Russian Literature – Children Books – Russian Poetry – Alexander Kuprin – The Witch (Olyessia) – Contents
That year spring came early. It was violent and, as always in Polyessie, unexpected. Brown, shining, turbulent streams began to run down the village streets, foaming angrily round the stones, whirling splinters and feathers along with it. In the huge pools of water was reflected the azure sky, with the round, spinning white clouds that swam in it. Heavy drops pattered noisily from the eaves. Flights of sparrows covered the roadside willows, and chattered with such noisy excitement that nothing could be heard above the clamour. Everywhere was felt the joyous, quick alarm of life.

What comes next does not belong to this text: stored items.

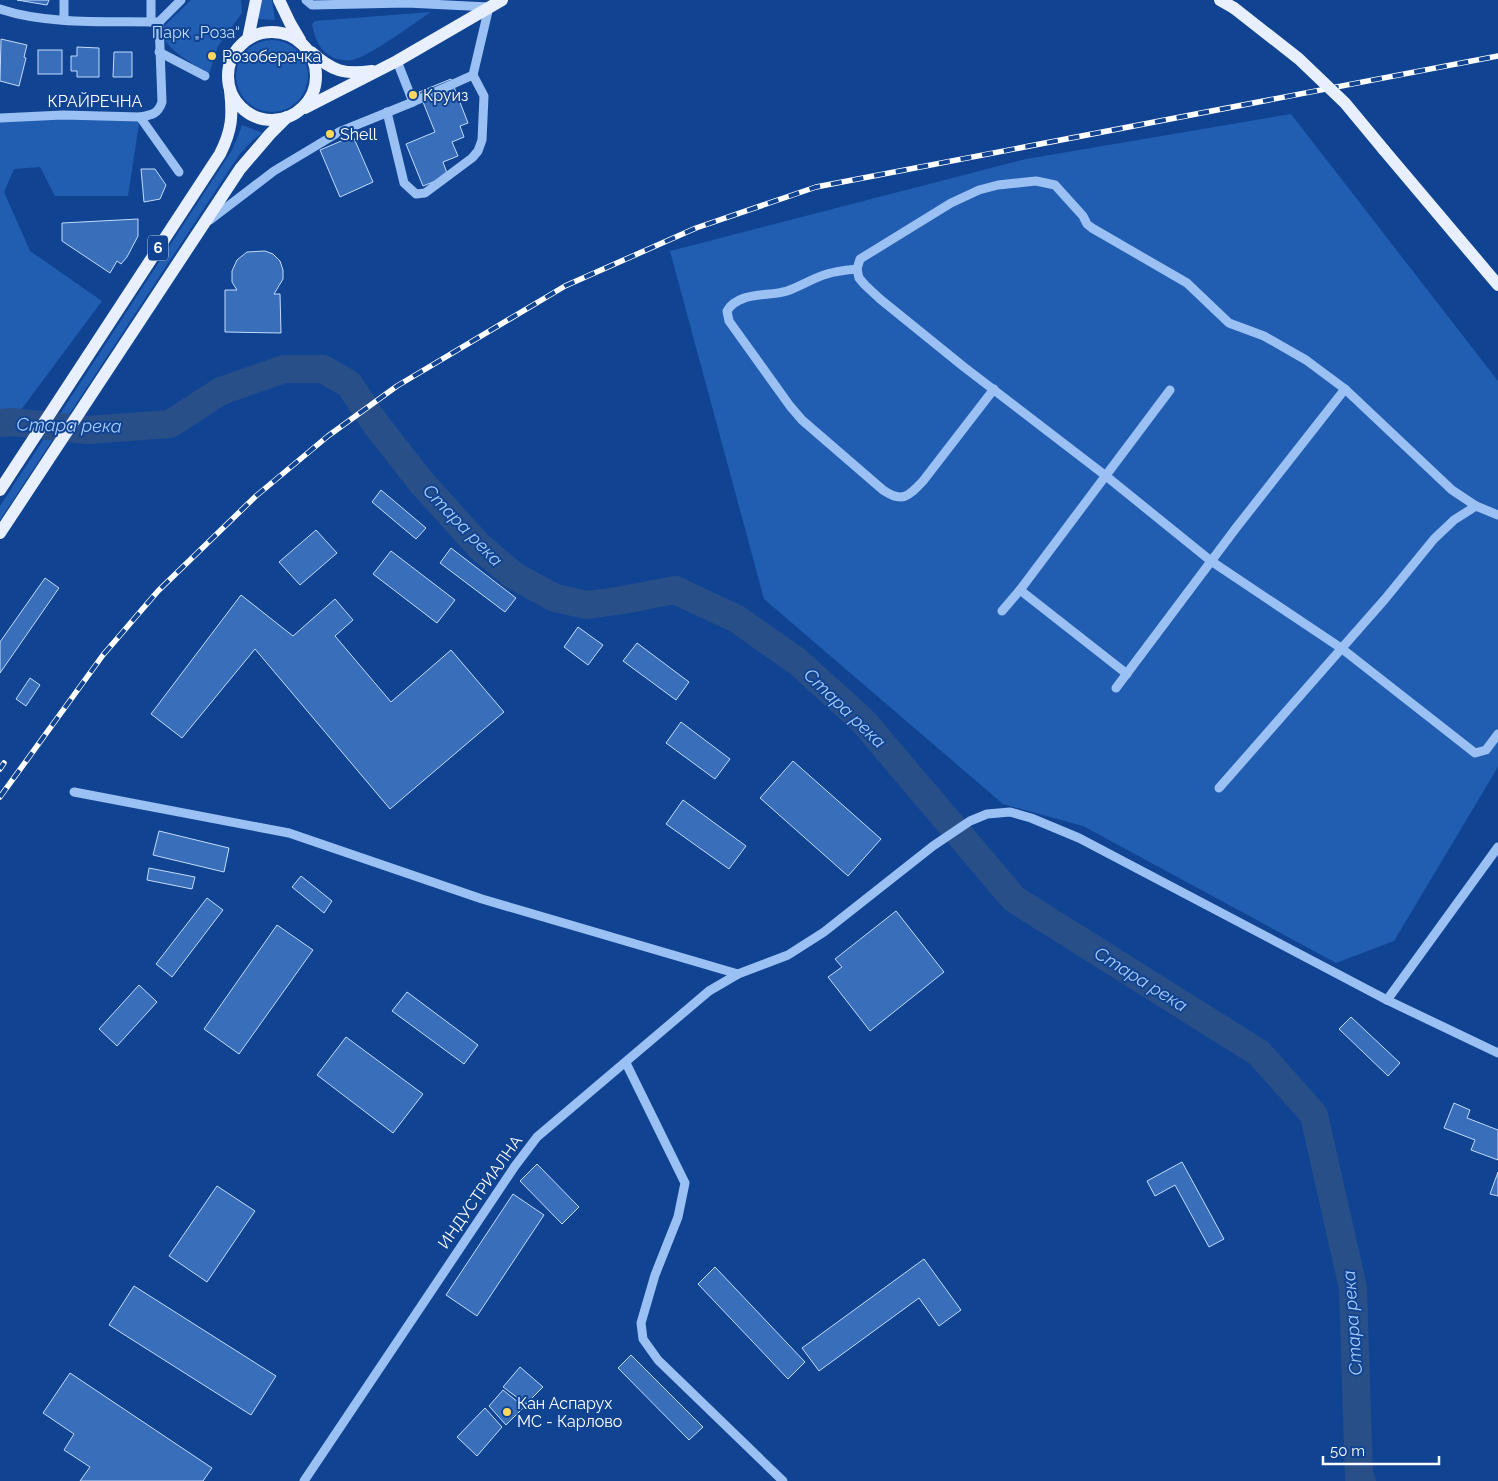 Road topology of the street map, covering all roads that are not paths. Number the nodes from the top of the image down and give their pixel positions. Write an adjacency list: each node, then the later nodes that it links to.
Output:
1 (64, 0): 11 (street)
2 (151, 0): 12 (street, КРАЙРЕЧНА)
3 (181, 0): 12 (street)
4 (256, 0): 13 (main road, 6)
5 (279, 0): 14 (main road, 6)
6 (306, 0): 9 (street)
7 (502, 0): 9 (main road)
8 (1220, 0): 29 (main road, bridge)
9 (489, 7): 16 (main road); 18 (street)
10 (0, 9): 11 (street)
11 (64, 20): 12 (street)
12 (155, 22): 15 (street, КРАЙРЕЧНА)
13 (248, 38): 14 (main road); 20 (main road, 6)
14 (305, 46): 17 (main road); 23 (main road, 6)
15 (159, 52): 19 (street); 24 (street, КРАЙРЕЧНА)
16 (396, 61): 17 (main road); 21 (street)
17 (379, 70): 23 (main road)
18 (473, 74): 21 (street); 22 (street)
19 (205, 76)
20 (230, 90): 23 (main road); 34 (main road, 6)
21 (412, 102): 22 (street)
22 (387, 112): 27 (street)
23 (292, 115): 27 (main road, 6)
24 (140, 117): 25 (street, КРАЙРЕЧНА); 26 (street)
25 (0, 118)
26 (179, 172)
27 (202, 226): 37 (main road, 6)
28 (858, 269): 30 (street); 30 (street); 31 (street)
29 (1498, 285)
30 (994, 389): 33 (street)
31 (1345, 389): 35 (street); 38 (street)
32 (1170, 390): 33 (street)
33 (1106, 476): 38 (street); 39 (street)
34 (0, 490)
35 (1476, 506): 36 (street); 41 (street)
36 (1498, 515)
37 (0, 533)
38 (1211, 561): 41 (street); 42 (street)
39 (1020, 590): 40 (street); 42 (street)
40 (1002, 611)
41 (1341, 648): 44 (street); 45 (street)
42 (1127, 674): 43 (street)
43 (1116, 688)
44 (1498, 734)
45 (1219, 788)
46 (74, 792): 48 (street)
47 (1498, 847): 49 (street)
48 (738, 974): 49 (street, ИНДУСТРИАЛНА); 51 (street, ИНДУСТРИАЛНА)
49 (1387, 1000): 50 (street, ИНДУСТРИАЛНА)
50 (1498, 1053)
51 (626, 1063): 52 (street, ИНДУСТРИАЛНА); 53 (street)
52 (304, 1481)
53 (783, 1481) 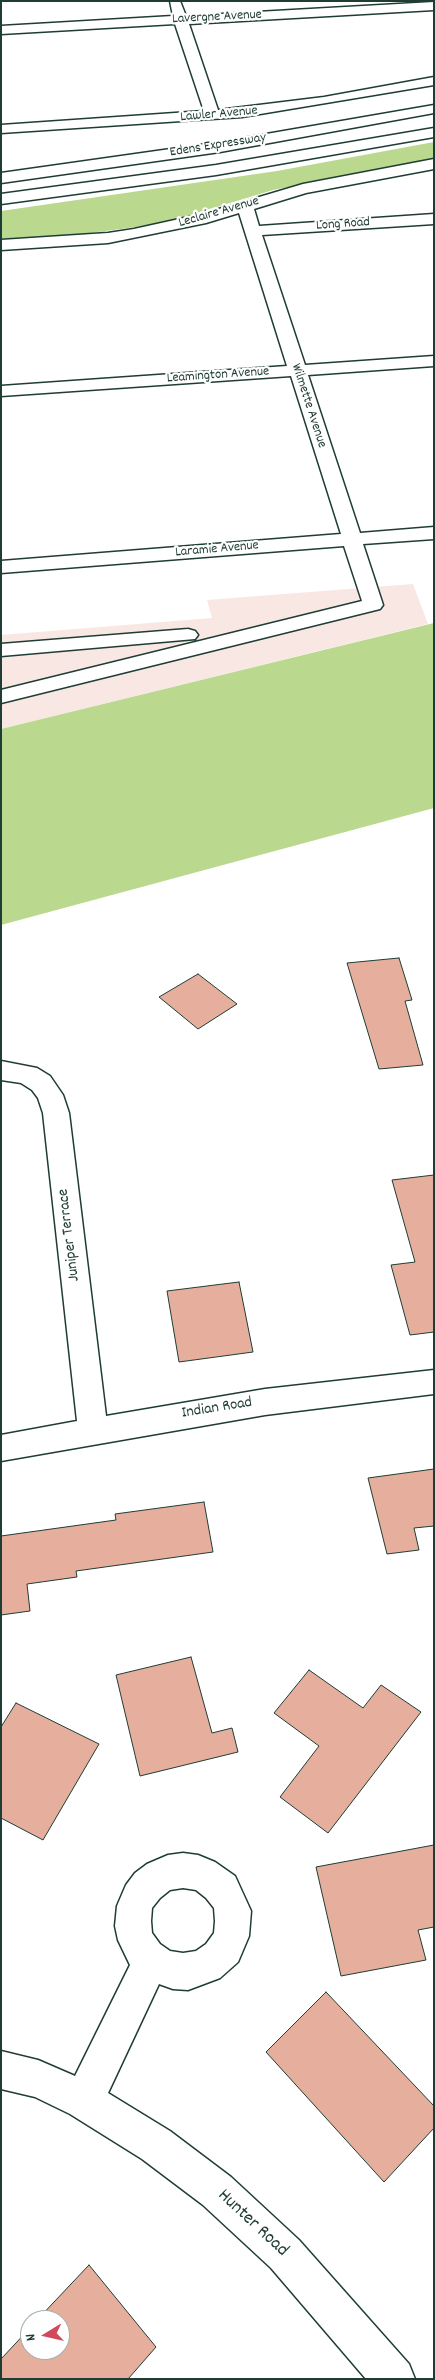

The snow disappeared. Dirty yellow patches remained here and there in the hollows and the shady thickets. From beneath it peeped the warm wet soil, full of new sap after its winter sleep, full of thirst for a new maternity. Over the black fields swung a light vapour, filling the air with the scent of the thawed earth, with the fresh, penetrating, mighty smell of the spring, which one can distinguish even in the town from a hundred other smells. Together with this scent I felt that the sweet and tender sadness of spring poured into my soul, exuberant with restless expectations and vague presentiments, that romantic sadness which makes all women beautiful in one’s eyes, and is always tinged with indefinite regrets for the springs of the past. The nights grew warmer. In their thick moist darkness pulsed the unseen and urgent creation of Nature.
In those spring days the image of Olyessia never left me. Alone, I loved to lie down and close my eyes that I might better concentrate upon her. Continually in my imagination I summoned her up, now stern, now cunning, now with a tender smile resplendent in her face, her young body nurtured on the richness of the old forest to be as harmonious and mighty as a young fir-tree, her fresh voice with its sudden low velvety notes…. ‘In all her movements, and her words,’ I thought, ‘there is a nobility, some native grace of modulation.’ I was drawn to Olyessia also by the halo of mystery which surrounded her, her superstitious reputation as a witch, her life in the forest thicket amid the marsh, and above all her proud confidence in her own powers, that had shown through the few words she said to me.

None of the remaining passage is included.